Sur le terrain, l’ANSSI reconnaît avoir eu des débuts difficiles. « Avec les banques, les opérateurs d’énergie, cela a été rugueux au début, » admet Guillaume Poupard. Mais il insiste pour que les systèmes soient bien conçus dès l’origine.  Par exemple, Engie a des problèmes de sécurité by design, plutôt que de détection et de correction.

Certification de prestataires


L’ANSSI certifie elle-même les prestataires comme étant des acteurs de référence. Elle a ainsi qualifié des prestataires d’audit et de Cloud. Une voie qu’elle entend poursuivre mais qui là aussi semble vouée à l’échec puisque l’imagination des hackers sera toujours plus rapide que les offres standardisées de quelques prestataires assez puissants pour passer les tests de conformité de l’ANSSI.

Mettre le Comex dans la boucle

Plus globalement, pour le responsable, les problèmes de sécurité informatique sont trop graves pour être laissés dans les mains des experts. Cela doit remonter au Comex de l’entreprise. « Plusieurs dizaines de cas extrêmement graves de vol de données sont traités par l’ANSSI chaque année, » rappelle Guillaume Poupard.

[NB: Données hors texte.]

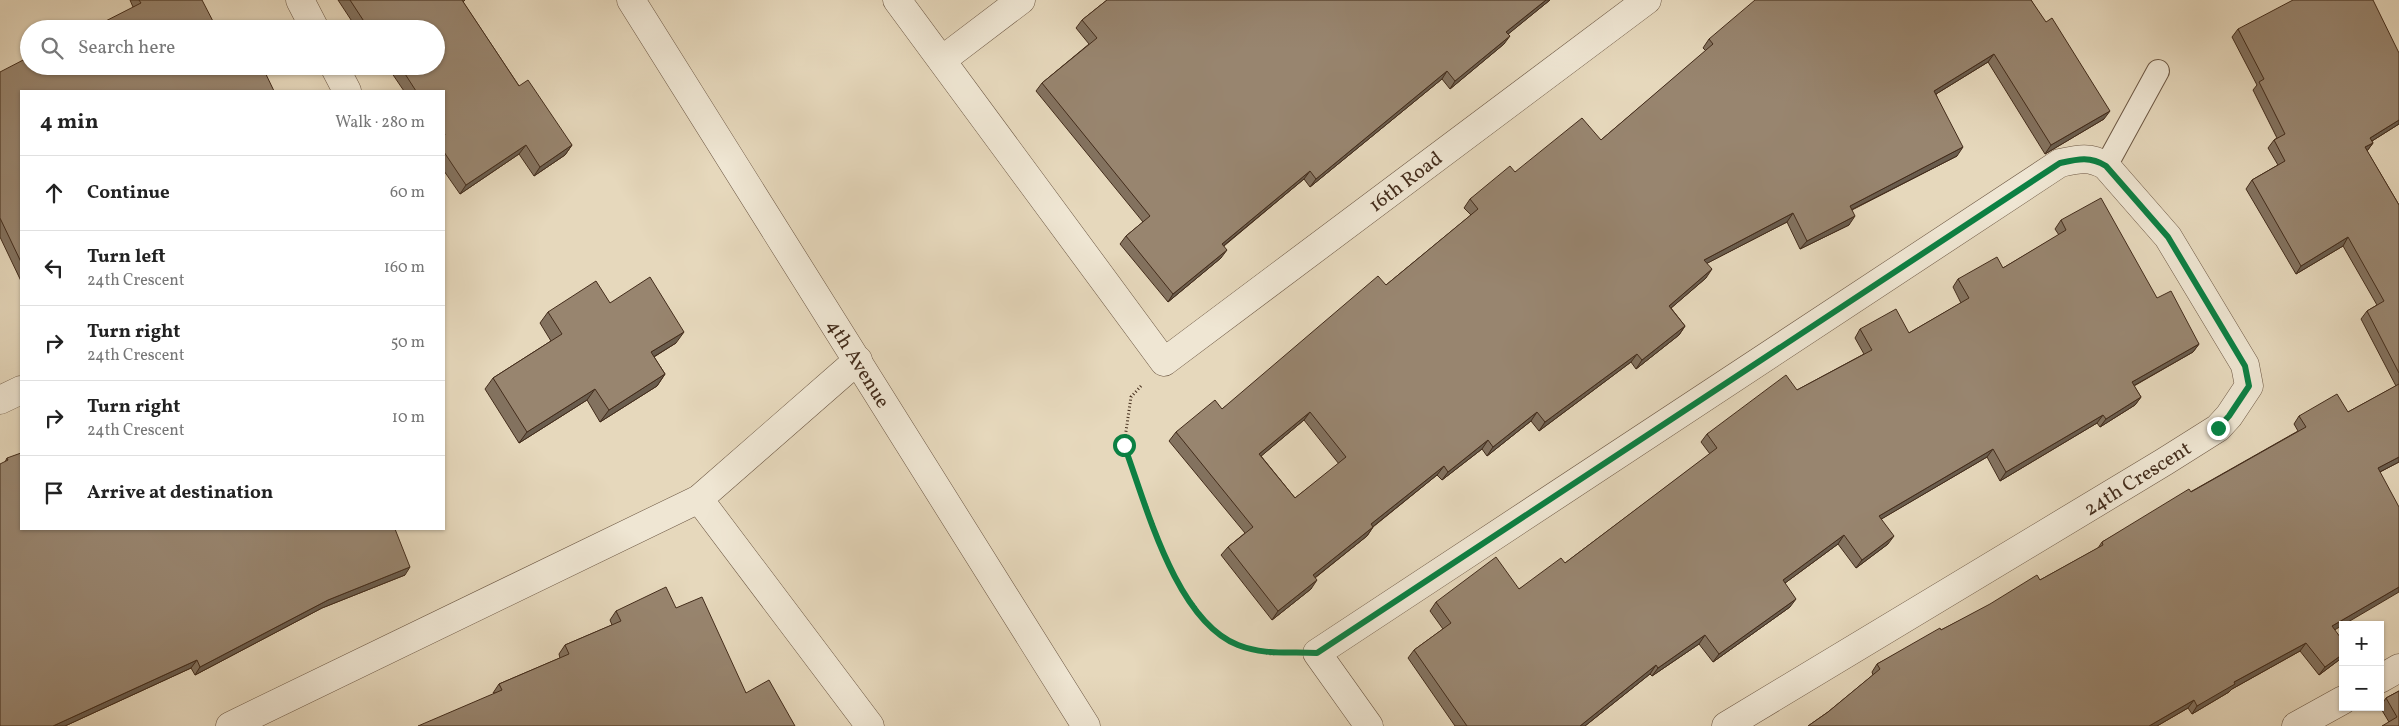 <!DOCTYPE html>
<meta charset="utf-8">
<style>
body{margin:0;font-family:Vollkorn,serif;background:#f2f2f2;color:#222}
.controls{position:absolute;right:15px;bottom:15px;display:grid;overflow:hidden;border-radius:0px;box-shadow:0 1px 4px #0004}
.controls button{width:45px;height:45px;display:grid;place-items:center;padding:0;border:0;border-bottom:1px solid #e0e0e0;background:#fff;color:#222;font:25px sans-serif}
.stop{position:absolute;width:15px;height:15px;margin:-11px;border:4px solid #0b8043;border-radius:50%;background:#fff}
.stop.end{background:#0b8043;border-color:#fff;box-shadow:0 1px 5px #0008}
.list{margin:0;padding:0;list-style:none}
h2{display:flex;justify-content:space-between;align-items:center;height:65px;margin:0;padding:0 20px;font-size:21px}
h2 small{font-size:16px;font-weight:400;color:#767676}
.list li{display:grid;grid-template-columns:32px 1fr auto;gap:15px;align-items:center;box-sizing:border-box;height:75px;padding:0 20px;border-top:1px solid #e0e0e0}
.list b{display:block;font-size:19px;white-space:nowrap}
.list p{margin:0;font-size:16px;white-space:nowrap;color:#767676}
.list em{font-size:16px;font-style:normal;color:#767676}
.icon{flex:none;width:28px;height:28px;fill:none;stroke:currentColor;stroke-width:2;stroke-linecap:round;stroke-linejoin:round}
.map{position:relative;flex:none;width:2399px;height:726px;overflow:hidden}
.search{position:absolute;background:#fff;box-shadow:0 1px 4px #0004;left:20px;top:20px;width:425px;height:55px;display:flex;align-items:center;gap:12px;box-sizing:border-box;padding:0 18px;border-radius:28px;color:#767676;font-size:19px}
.panel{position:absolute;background:#fff;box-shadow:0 1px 4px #0004;left:20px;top:90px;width:425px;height:440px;border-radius:0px}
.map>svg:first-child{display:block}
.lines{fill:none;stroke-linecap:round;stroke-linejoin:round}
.service-casing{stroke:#6c5743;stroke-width:24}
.minor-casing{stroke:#6c5743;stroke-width:29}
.tertiary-casing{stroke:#6c5743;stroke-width:29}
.path{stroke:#432c1b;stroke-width:3;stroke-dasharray:1 2.5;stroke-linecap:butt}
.service{stroke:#efe6d3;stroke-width:22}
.minor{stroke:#efe6d3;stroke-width:28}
.tertiary{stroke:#efe6d3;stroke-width:28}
.wall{fill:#83725f;stroke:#432c1b;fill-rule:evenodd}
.shaded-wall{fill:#6a5d4e;stroke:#432c1b}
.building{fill:#98856f;stroke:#432c1b;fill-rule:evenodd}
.route{stroke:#0b8043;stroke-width:6}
.labels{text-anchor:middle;stroke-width:4.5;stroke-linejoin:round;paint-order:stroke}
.street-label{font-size:20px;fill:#432c1b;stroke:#efe6d3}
</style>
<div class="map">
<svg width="2399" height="726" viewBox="0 0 2399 726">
<rect width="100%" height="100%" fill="#e6d8bc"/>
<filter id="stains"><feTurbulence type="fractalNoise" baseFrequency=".004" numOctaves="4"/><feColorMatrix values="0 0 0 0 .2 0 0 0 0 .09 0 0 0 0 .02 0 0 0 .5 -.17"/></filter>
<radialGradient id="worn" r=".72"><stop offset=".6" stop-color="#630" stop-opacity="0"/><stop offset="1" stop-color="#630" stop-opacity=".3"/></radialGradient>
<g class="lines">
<g class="service-casing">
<path id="service" d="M 2106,166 L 2158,71"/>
</g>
<g class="minor-casing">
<g id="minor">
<path d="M 300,0 L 315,29"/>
<path d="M 897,0 L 1164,362 L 1647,0"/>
<path d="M 942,60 L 1021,0"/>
<path d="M 334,66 L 347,91"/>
<path d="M 0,400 L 21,390"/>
<path d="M 699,499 L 870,726"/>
<path d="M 2380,679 L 2399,668"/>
<path d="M 230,726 L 699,499 L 858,360"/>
<path d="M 1369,726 L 1317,653 L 2060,163 C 2078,159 2090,156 2106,166 L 2168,237 L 2245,365 L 2249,386 L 2229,416 L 2218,428 L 2164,462 L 1726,726"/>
<path d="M 2296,726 L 2343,700"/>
</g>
</g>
<g class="tertiary-casing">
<path id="tertiary" d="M 631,0 L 1086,726"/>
</g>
<path class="path" d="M 1141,386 L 1131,397 L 1124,445 L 1160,543 L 1178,584 L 1210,627 L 1237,645 L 1271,654 L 1284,653"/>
<use href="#service" class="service"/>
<use href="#minor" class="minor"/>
<use href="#tertiary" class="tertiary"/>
</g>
<g class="wall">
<path d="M 130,0 L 202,0 L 133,7 Z"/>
<path d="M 338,0 L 465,0 L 463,2 L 519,86 L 572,145 L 565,155 L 534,176 L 519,154 L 460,194 L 444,171 L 444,91 L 404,91 L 387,66 L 436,66 L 436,29 L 357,29 Z"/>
<path d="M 1107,0 L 1550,0 L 1508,34 L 1504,44 L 1450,89 L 1442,79 L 1310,187 L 1304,179 L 1224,246 L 1221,258 L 1168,302 L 1120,244 L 1126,236 L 1143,222 L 1036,91 L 1042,83 L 1089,44 L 1076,28 L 1082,20 Z"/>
<path d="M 2031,0 L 2104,119 L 2045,154 L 1988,62 L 1936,94 L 1957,156 L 1852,210 L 1849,225 L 1800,249 L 1787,222 L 1707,263 L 1706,278 L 1671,308 L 1685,326 L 1679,335 L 1636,369 L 1631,362 L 1539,431 L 1531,421 L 1487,456 L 1482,449 L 1442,480 L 1437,475 L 1373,527 L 1367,536 L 1315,578 L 1311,589 L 1272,620 L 1221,555 L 1228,547 L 1245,533 L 1169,441 L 1176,432 L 1222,409 L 1386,285 L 1471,215 L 1464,208 L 1470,199 L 1515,172 L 1601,140 L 1706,51 L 1703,48 L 1709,39 ZM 1304,420 L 1339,464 L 1295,498 L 1261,456 Z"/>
<path d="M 2238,29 L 2399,124 L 2372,141 L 2373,143 L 2367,151 L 2399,205 L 2399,462 L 2380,472 L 2334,630 L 2343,657 L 2319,675 L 2300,651 L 2232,689 L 2229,692 L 2192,714 L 2188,708 L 2157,726 L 1808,726 L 1828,712 L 1873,675 L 1872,672 L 1877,664 L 1941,630 L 2040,580 L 2098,548 L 2102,542 L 2298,431 L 2294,424 L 2299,416 L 2348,412 L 2396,386 L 2361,319 L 2367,311 L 2377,305 L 2343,246 L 2296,274 L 2246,189 L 2252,180 L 2278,165 L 2268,148 L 2274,140 L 2277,138 L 2253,90 L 2257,85 L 2232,37 Z"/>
<path d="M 0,72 L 21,91 L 21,281 L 0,237 Z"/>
<path d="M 2061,220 L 2157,298 L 2199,344 L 2193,352 L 2134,386 L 2141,397 L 2135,405 L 2100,427 L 2097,423 L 2000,481 L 1987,457 L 1881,519 L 1888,544 L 1856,568 L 1838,544 L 1785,583 L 1790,607 L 1713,662 L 1699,644 L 1652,676 L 1650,674 L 1585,726 L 1455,726 L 1408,658 L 1414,650 L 1443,629 L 1430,611 L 1436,602 L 1519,589 L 1565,563 L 1710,454 L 1701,442 L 1707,434 L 1797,390 L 1864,354 L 1855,338 L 1860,329 L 1909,333 L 1961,303 L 1953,287 L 1958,279 L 2003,268 L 2059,235 L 2055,229 Z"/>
<path d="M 610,303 L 676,343 L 654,357 L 665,374 L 657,386 L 600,422 L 587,400 L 519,443 L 485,389 L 493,378 L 551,341 L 540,323 L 548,312 Z"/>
<path d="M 7,458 L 21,529 L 405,575 L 322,608 L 195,675 L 191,668 L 65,726 L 0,726 L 5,462 Z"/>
<path d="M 676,608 L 746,693 L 493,693 L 499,684 L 560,658 L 559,654 L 565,645 L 612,625 L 610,620 L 616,611 Z"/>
<path d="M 2399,691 L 2399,726 L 2389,722 L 2380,707 L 2386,698 Z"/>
</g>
<g class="shaded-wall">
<path d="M 1546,0 L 1550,0 L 1501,40 L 1506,32 Z"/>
<path d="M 1510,36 L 1504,44 L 1450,89 L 1455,81 Z"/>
<path d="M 1994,54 L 1988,62 L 1928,99 L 1934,91 Z"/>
<path d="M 1447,71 L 1442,79 L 1310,187 L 1316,179 Z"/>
<path d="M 2110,111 L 2104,119 L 2045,154 L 2051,145 Z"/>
<path d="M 2399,120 L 2399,124 L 2364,146 L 2370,138 Z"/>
<path d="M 2373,143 L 2367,151 L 2365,147 Z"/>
<path d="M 526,145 L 519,154 L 460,194 L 466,185 Z"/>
<path d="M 572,145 L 565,155 L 534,176 L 540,167 Z"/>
<path d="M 1963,147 L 1957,156 L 1843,214 L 1850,206 Z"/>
<path d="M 1310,171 L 1304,179 L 1216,252 L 1222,244 Z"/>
<path d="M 1793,213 L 1787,222 L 1698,268 L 1704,260 Z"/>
<path d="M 1855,216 L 1849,225 L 1800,249 L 1807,241 Z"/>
<path d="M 2348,237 L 2343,246 L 2296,274 L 2301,266 Z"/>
<path d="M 1227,250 L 1221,258 L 1168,302 L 1173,294 Z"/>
<path d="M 1712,269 L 1706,278 L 1663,315 L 1669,306 Z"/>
<path d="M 1685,326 L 1679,335 L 1636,369 L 1642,360 Z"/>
<path d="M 684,332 L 676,343 L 642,364 L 651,352 Z"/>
<path d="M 2199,344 L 2193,352 L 2126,390 L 2132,382 Z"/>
<path d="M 1637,354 L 1631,362 L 1539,431 L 1545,422 Z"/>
<path d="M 665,374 L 657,386 L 600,422 L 609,410 Z"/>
<path d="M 595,389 L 587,400 L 519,443 L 527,432 Z"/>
<path d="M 2141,397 L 2135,405 L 2100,427 L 2106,419 Z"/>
<path d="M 1310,412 L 1304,420 L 1253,463 L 1259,454 Z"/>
<path d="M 1537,412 L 1531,421 L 1487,456 L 1493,447 Z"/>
<path d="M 2103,415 L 2097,423 L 2000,481 L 2006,472 Z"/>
<path d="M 1488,440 L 1482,449 L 1442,480 L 1448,472 Z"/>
<path d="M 1993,449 L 1987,457 L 1873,524 L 1879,516 Z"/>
<path d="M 2399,457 L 2399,462 L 2372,476 L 2378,468 Z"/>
<path d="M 1444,466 L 1437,475 L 1365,533 L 1371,524 Z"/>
<path d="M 1373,527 L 1367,536 L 1307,584 L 1313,575 Z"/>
<path d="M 1844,535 L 1838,544 L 1777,589 L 1783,580 Z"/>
<path d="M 1894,536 L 1888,544 L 1856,568 L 1862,560 Z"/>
<path d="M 410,567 L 405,575 L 322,608 L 195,675 L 200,667 L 328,600 Z"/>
<path d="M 1317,580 L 1311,589 L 1272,620 L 1278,611 Z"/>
<path d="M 2399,587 L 2399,592 L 2326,635 L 2332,626 Z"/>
<path d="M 1796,599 L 1790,607 L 1713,662 L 1719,654 Z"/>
<path d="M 1705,635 L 1699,644 L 1652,676 L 1658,668 Z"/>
<path d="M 2306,643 L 2300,651 L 2232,689 L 2229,692 L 2192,714 L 2197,706 L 2234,682 Z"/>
<path d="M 2343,654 L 2343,657 L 2319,675 L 2325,667 Z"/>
<path d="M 197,660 L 191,668 L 65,726 L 53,726 Z"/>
<path d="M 1656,665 L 1650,674 L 1585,726 L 1580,726 Z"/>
<path d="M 2194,700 L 2188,708 L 2157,726 L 2149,726 Z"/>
</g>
<g class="building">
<path d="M 139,0 L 202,0 L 217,29 L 90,29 L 141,3 Z"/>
<path d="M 350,0 L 462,0 L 519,86 L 528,80 L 572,145 L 540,167 L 526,145 L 466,185 L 444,152 L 444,136 L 445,135 L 444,133 L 444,91 L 416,91 L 400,66 L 436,66 L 436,29 L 369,29 Z"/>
<path d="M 1107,0 L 1546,0 L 1506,32 L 1510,36 L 1455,81 L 1447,71 L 1316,179 L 1310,171 L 1222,244 L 1227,250 L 1173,294 L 1126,236 L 1150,216 L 1042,83 L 1097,38 L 1082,20 Z"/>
<path d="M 1755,0 L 2031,0 L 2046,22 L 2052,18 L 2110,111 L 2051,145 L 1994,54 L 1934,91 L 1963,147 L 1850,206 L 1855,216 L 1807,241 L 1793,213 L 1704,260 L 1712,269 L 1669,306 L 1685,326 L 1642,360 L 1637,354 L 1545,422 L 1537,412 L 1493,447 L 1488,440 L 1448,472 L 1444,466 L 1371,524 L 1373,527 L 1313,575 L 1317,580 L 1278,611 L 1228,547 L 1253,527 L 1176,432 L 1215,400 L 1222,409 L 1378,276 L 1386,285 L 1478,209 L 1470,199 L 1510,166 L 1515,172 L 1582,118 L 1601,140 L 1713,44 L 1709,39 ZM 1310,412 L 1346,457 L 1295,498 L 1259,454 Z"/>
<path d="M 2293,0 L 2373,0 L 2399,53 L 2399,120 L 2370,138 L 2373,143 L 2365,147 L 2399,205 L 2399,373 L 2367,311 L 2384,301 L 2348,237 L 2301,266 L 2252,180 L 2285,161 L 2274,140 L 2285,134 L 2259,82 L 2264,79 L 2238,29 Z"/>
<path d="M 29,57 L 29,66 L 262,66 L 274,91 L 21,91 L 21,262 L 0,218 L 0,72 Z"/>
<path d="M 2101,198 L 2157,298 L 2171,291 L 2199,344 L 2132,382 L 2141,397 L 2106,419 L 2103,415 L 2006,472 L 1993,449 L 1879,516 L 1894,536 L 1862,560 L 1844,535 L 1783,580 L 1796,599 L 1719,654 L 1705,635 L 1658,668 L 1656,665 L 1580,726 L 1467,726 L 1414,650 L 1451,623 L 1436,602 L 1496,557 L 1519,589 L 1561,558 L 1565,563 L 1717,448 L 1707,434 L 1786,375 L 1797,390 L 1872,350 L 1860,329 L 1896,309 L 1909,333 L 1969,298 L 1958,279 L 1997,257 L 2003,268 L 2066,230 L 2061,220 Z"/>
<path d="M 650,277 L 684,332 L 651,352 L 665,374 L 609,410 L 595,389 L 527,432 L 493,378 L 562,334 L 548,312 L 596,281 L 610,303 Z"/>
<path d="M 2399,384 L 2399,457 L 2378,468 L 2399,507 L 2399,587 L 2332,626 L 2343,641 L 2343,654 L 2325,667 L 2306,643 L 2234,682 L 2235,684 L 2197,706 L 2194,700 L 2149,726 L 1808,726 L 1828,712 L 1880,669 L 1877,664 L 1940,628 L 1941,630 L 1990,604 L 2037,575 L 2040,580 L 2103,545 L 2102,542 L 2189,489 L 2191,492 L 2306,427 L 2299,416 L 2337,394 L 2348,412 Z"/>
<path d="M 21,453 L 21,529 L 395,529 L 410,567 L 328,600 L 200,667 L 197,660 L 53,726 L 0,726 L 0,464 L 8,460 L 7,458 Z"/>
<path d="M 666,587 L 676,608 L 702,597 L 746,693 L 769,680 L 795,726 L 418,726 L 502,690 L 499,684 L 569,654 L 565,645 L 621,621 L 616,611 Z"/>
<path d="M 2399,691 L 2399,726 L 2382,726 L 2397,717 L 2386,698 Z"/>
</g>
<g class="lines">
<path class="route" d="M 1124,445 C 1146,504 1175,620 1238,645 C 1266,656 1289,651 1317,653 L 2060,163 C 2078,159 2090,156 2106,166 L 2168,237 L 2245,366 L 2249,386 L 2229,416 L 2218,428"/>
</g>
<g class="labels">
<g class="street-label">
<text transform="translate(1405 181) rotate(-37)" y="7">16th Road</text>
<text transform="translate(859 363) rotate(58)" y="7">4th Avenue</text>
<text transform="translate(2137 478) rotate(-32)" y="7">24th Crescent</text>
</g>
</g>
<rect width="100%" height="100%" filter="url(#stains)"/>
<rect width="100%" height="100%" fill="url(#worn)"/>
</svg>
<div class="controls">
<button>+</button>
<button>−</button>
</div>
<div class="stop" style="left:1124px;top:445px"></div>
<div class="stop end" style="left:2218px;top:428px"></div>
<div class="search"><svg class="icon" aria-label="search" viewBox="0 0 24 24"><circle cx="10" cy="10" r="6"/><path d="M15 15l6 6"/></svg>Search here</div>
<section class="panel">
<h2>4 min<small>Walk · 280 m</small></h2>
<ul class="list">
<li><svg class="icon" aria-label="ahead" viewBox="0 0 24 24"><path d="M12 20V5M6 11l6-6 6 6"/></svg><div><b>Continue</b></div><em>60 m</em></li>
<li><svg class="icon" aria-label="left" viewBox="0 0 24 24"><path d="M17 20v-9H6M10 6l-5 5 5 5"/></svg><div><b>Turn left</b><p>24th Crescent</p></div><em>160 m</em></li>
<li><svg class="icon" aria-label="right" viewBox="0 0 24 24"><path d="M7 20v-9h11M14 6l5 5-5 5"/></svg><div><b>Turn right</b><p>24th Crescent</p></div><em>50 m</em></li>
<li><svg class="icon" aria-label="right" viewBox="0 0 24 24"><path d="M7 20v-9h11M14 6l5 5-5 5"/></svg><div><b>Turn right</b><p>24th Crescent</p></div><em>10 m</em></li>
<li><svg class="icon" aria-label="arrive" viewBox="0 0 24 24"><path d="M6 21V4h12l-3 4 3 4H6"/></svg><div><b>Arrive at destination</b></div></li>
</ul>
</section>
</div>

Les vols d’informations sont discrets et sur la durée. « Les chefs d’entreprise reconnaissent qu’ils n’ont pas voulu voir jusqu’à ce qu’ils découvrent leurs produits sur les stands de leurs concurrents. On peut attaquer n’importe quoi l’eau, l’énergie, la finance, » pointe Guillaume Poupard.

« Il faut en parler au niveau du Comex qui souvent découvre les problèmes de sécurité informatique. C’est la survie de l’entreprise. Les directeurs financiers, juridiques et directeurs généraux sont là pour arbitrer, » insiste-t-il.

Il poursuit : « il faut sensibiliser les gens sans en faire des experts. Expliquer les gestes élémentaires. Il faut concevoir les nouveaux systèmes d’information pensés dès l’origine pour la sécurité. » Quant à la détection des attaques, il souligne qu’elles sont précédées de phases d’intrusion, de cartographie des systèmes d’information. Des solutions existent pour les détecter, pas forcément coûteuses, « Il faut le vouloir, » conclut-il.